## Information provided
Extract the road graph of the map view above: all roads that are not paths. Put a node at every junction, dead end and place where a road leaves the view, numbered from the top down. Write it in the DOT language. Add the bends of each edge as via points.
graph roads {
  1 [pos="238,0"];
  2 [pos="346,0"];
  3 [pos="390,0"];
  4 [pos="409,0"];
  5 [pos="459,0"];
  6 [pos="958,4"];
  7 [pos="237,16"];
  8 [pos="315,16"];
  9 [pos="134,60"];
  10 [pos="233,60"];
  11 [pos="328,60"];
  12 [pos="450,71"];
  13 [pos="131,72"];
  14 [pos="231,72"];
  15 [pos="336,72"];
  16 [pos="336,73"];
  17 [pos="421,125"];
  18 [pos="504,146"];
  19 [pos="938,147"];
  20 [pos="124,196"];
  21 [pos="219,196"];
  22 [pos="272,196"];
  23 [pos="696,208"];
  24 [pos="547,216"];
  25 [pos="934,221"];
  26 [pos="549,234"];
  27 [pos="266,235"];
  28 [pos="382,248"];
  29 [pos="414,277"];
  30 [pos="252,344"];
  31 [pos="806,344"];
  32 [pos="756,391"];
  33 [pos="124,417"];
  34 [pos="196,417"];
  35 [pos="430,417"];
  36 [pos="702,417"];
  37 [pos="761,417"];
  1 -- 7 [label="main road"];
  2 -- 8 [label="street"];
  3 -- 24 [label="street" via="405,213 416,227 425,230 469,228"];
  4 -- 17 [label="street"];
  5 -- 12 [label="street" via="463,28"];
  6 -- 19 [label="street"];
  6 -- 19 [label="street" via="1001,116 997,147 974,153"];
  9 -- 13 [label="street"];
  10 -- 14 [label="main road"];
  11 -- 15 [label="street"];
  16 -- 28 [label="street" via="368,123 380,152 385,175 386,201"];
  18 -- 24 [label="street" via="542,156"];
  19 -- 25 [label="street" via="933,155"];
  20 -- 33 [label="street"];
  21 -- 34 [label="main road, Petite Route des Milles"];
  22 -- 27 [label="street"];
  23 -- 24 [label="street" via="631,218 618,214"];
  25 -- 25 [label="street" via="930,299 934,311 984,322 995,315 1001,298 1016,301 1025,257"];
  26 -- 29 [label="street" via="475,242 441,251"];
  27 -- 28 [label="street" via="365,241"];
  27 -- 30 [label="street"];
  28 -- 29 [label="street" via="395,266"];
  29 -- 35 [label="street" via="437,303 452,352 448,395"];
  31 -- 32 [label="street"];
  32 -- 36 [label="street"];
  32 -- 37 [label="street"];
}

## Task statement
Restate the records above word for word, omitting nothing.

## Answer
Extract the road graph of the map view above: all roads that are not paths. Put a node at every junction, dead end and place where a road leaves the view, numbered from the top down. Write it in the DOT language. Add the bends of each edge as via points.
graph roads {
  1 [pos="238,0"];
  2 [pos="346,0"];
  3 [pos="390,0"];
  4 [pos="409,0"];
  5 [pos="459,0"];
  6 [pos="958,4"];
  7 [pos="237,16"];
  8 [pos="315,16"];
  9 [pos="134,60"];
  10 [pos="233,60"];
  11 [pos="328,60"];
  12 [pos="450,71"];
  13 [pos="131,72"];
  14 [pos="231,72"];
  15 [pos="336,72"];
  16 [pos="336,73"];
  17 [pos="421,125"];
  18 [pos="504,146"];
  19 [pos="938,147"];
  20 [pos="124,196"];
  21 [pos="219,196"];
  22 [pos="272,196"];
  23 [pos="696,208"];
  24 [pos="547,216"];
  25 [pos="934,221"];
  26 [pos="549,234"];
  27 [pos="266,235"];
  28 [pos="382,248"];
  29 [pos="414,277"];
  30 [pos="252,344"];
  31 [pos="806,344"];
  32 [pos="756,391"];
  33 [pos="124,417"];
  34 [pos="196,417"];
  35 [pos="430,417"];
  36 [pos="702,417"];
  37 [pos="761,417"];
  1 -- 7 [label="main road"];
  2 -- 8 [label="street"];
  3 -- 24 [label="street" via="405,213 416,227 425,230 469,228"];
  4 -- 17 [label="street"];
  5 -- 12 [label="street" via="463,28"];
  6 -- 19 [label="street"];
  6 -- 19 [label="street" via="1001,116 997,147 974,153"];
  9 -- 13 [label="street"];
  10 -- 14 [label="main road"];
  11 -- 15 [label="street"];
  16 -- 28 [label="street" via="368,123 380,152 385,175 386,201"];
  18 -- 24 [label="street" via="542,156"];
  19 -- 25 [label="street" via="933,155"];
  20 -- 33 [label="street"];
  21 -- 34 [label="main road, Petite Route des Milles"];
  22 -- 27 [label="street"];
  23 -- 24 [label="street" via="631,218 618,214"];
  25 -- 25 [label="street" via="930,299 934,311 984,322 995,315 1001,298 1016,301 1025,257"];
  26 -- 29 [label="street" via="475,242 441,251"];
  27 -- 28 [label="street" via="365,241"];
  27 -- 30 [label="street"];
  28 -- 29 [label="street" via="395,266"];
  29 -- 35 [label="street" via="437,303 452,352 448,395"];
  31 -- 32 [label="street"];
  32 -- 36 [label="street"];
  32 -- 37 [label="street"];
}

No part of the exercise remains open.